Die Tests mit dem neuen Aerokit beginnen am 25. und 26. auf dem Indianapolis Motor Speedway. Am 1. August folgt ein Test auf dem Straßenkurs von Mid Ohio, am 28. August dann mit dem Iowa-Speedway ein kurzes Oval, ehe am 26. September im Sebring der Einsatz auf einem Stadtkurs simuliert werden soll.

Bei diesen von IndyCar organisierten Tests wird es sich laut Frye eher um einen ausführlichen Shakedown als um ernsthafte Entwicklungsarbeit handeln. "Wir müssen sicherstellen, dass das Auto gewisse Bedingungen erfüllt. Dabei geht es mehr um eine Überprüfung. Die eigentlichen Tests führen dann die Teams und Hersteller durch", sagt er. Zu den von der IndyCar-Organisation zu überprüfenden Punkten gehört beispielsweise das Fahrverhalten im Windschatten, weshalb die Testautos auf den Ovalen auch im Konvoi fahren werden.
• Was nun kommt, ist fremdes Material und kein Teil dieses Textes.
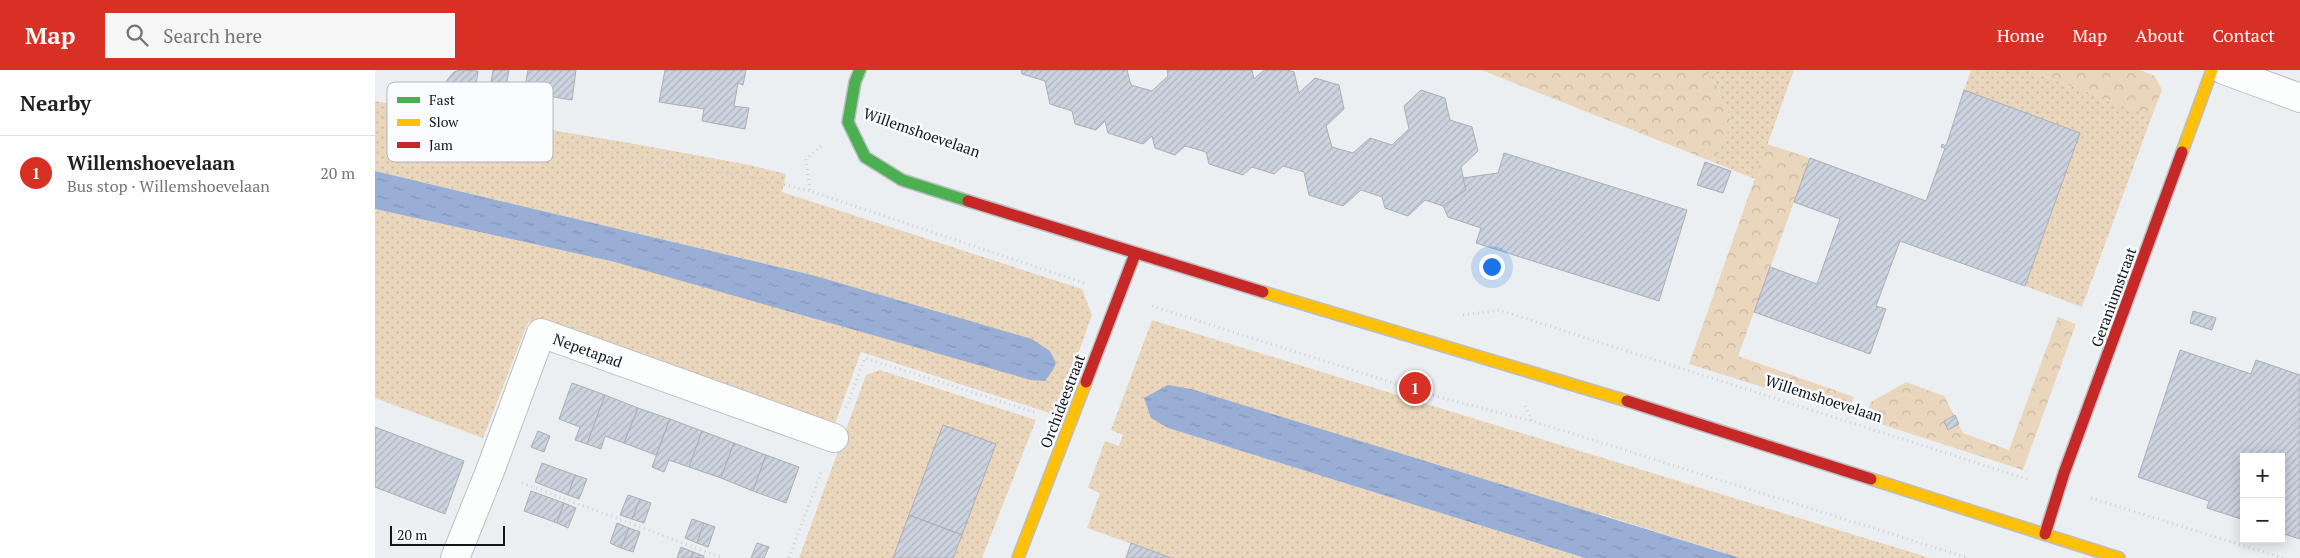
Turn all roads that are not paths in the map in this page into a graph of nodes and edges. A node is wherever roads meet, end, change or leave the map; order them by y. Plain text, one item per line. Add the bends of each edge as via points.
1 (859, 70) edge
2 (2212, 70) edge
3 (2224, 70) edge
4 (2300, 98) edge
5 (1135, 254) junction
6 (835, 438) road end
7 (2045, 534) junction
8 (455, 558) edge
9 (1018, 558) edge
10 (2119, 558) edge

1 - 5 street, Willemshoevelaan via 848,122 865,157 902,180
2 - 7 street, Geraniumstraat
3 - 4 street
5 - 7 street, Willemshoevelaan via 1640,405
5 - 9 street, Orchideestraat
6 - 8 street, Nepetapad via 541,333
7 - 10 street, Willemshoevelaan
Zwischen den Test sollen die beiden Testfahrzeuge bei Chassishersteller Dallara unter Verschluss gehalten werden, auch werden die Boxen bei den Tests strikt voneinander abgegrenzt, obwohl es 2018 nur noch ein einheitliches Aerokit für beide Hersteller geben wird. "In einigen Bereiche, bei der Unterbringung der Elektronik oder der Kühlung gibt es Unterschiede. Daher diese Geheimhaltung", klärt Frye auf.